Financial Inclusion vis- i – vis Financial Health
| Aspect |
Financial Inclusion |
Financial Health |
| Meaning |
Access to formal financial services such as bank accounts, credit, insurance, and payments. |
Ability to effectively use financial services to meet present needs, withstand shocks, and achieve long-term financial goals. |
| Focus |
Access |
Outcomes and well-being |
| Key Objective |
Bring people into the formal financial system. |
Improve financial security, resilience, and prosperity. |
| Measures of Success |
Number of bank accounts, digital payment users, access to credit, insurance coverage. |
Savings, investment, pension adequacy, debt management, insurance protection, financial resilience, and confidence about the future. |
| Key Question |
Can people access financial services? |
Are financial services improving people’s lives? |
| Approach |
Supply-side (opening accounts, expanding banking infrastructure). |
Demand- and outcome-oriented (helping people make informed financial decisions and build wealth). |
| Example |
A person opens a Jan Dhan account but rarely uses it. |
The same person regularly saves, has insurance, contributes to a pension, and can manage financial emergencies. |
Difference through Amartya Sen’s Capability Approach: Understanding Financial inclusion & Financial Health
- Amartya Sen’s Capability Approach emphasizes that possessing resources alone does not improve well-being.
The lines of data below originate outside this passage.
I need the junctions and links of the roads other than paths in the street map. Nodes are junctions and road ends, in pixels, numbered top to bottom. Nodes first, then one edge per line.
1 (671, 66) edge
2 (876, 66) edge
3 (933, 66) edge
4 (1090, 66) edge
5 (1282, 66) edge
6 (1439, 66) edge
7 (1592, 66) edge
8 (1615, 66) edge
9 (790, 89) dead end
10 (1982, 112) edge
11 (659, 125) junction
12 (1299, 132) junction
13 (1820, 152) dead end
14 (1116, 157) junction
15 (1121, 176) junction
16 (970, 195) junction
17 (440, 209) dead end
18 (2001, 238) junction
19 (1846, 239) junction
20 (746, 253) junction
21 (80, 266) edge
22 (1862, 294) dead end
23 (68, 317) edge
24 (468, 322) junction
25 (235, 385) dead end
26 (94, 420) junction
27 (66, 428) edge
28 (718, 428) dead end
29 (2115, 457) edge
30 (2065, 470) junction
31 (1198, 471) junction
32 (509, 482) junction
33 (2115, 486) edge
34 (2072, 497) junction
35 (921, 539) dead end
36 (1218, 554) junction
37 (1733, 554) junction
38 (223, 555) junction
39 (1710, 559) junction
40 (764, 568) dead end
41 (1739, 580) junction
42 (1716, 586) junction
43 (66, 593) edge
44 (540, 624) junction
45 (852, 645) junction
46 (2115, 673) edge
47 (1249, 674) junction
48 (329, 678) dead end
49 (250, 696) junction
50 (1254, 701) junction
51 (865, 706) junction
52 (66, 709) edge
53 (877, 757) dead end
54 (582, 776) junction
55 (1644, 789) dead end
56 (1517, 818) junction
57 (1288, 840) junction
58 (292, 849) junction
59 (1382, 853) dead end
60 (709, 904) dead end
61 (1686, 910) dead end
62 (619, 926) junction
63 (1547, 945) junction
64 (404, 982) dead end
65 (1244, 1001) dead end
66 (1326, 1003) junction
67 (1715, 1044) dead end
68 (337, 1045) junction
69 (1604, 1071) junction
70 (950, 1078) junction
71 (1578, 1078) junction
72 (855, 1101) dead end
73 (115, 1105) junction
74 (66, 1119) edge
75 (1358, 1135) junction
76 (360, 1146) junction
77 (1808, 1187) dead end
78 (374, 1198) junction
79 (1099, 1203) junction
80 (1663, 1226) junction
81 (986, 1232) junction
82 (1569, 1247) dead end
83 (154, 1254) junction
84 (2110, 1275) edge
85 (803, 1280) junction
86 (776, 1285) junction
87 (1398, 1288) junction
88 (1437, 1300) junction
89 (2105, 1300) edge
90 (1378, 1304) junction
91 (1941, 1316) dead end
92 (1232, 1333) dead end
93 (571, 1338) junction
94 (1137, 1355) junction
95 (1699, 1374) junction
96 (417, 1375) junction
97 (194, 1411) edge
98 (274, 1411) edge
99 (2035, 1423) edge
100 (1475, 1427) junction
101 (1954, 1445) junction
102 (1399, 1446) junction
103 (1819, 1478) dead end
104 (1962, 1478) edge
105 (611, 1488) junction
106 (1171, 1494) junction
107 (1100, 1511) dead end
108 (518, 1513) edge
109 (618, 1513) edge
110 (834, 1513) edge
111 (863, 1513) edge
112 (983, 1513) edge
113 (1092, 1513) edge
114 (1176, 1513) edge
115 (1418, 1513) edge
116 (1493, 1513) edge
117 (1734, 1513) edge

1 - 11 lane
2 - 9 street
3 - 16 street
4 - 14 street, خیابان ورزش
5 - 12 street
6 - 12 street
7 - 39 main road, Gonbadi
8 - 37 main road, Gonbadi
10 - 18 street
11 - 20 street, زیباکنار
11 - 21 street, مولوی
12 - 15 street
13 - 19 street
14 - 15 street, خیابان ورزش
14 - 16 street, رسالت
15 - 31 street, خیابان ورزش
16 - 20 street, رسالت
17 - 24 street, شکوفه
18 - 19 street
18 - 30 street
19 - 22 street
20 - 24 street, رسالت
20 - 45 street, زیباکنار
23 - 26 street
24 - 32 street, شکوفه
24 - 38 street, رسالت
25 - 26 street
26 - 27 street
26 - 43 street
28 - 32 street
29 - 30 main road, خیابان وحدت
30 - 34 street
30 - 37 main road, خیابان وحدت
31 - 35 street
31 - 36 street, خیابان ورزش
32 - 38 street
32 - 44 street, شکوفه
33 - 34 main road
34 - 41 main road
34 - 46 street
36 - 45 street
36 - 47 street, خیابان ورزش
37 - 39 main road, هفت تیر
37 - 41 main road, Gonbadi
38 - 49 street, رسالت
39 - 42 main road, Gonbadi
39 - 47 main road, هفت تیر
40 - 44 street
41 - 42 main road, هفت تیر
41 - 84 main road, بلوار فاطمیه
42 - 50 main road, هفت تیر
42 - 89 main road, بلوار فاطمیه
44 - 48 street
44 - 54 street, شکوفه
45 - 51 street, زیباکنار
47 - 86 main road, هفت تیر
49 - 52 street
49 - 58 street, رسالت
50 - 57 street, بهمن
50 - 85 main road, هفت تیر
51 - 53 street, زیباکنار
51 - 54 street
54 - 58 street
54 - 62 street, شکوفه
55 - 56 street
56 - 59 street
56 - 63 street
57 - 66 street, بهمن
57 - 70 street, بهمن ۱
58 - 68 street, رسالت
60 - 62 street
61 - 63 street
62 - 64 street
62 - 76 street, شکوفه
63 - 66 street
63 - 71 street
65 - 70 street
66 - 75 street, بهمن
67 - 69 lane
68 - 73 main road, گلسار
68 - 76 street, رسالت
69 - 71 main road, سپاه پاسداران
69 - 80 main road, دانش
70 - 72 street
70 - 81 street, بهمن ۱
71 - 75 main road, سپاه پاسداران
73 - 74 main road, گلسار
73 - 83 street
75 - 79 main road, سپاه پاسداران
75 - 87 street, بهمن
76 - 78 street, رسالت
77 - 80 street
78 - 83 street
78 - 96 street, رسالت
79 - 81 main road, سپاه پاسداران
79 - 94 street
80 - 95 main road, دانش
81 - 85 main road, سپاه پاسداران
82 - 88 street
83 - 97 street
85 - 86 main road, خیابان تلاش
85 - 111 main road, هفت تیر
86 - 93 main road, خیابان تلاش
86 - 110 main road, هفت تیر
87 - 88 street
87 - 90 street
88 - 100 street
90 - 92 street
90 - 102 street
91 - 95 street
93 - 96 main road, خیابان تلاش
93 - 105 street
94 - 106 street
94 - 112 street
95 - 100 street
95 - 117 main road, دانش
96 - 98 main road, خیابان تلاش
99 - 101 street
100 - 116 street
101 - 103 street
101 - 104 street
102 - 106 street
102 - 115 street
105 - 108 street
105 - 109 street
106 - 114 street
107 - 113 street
- Individuals must also possess the capability to utilize those resources effectively.
- Similarly, opening a bank account does not automatically improve financial well-being unless individuals actively use financial products to enhance their lives.
- Therefore, financial inclusion creates opportunities, whereas financial health enables people to convert those opportunities into meaningful outcomes.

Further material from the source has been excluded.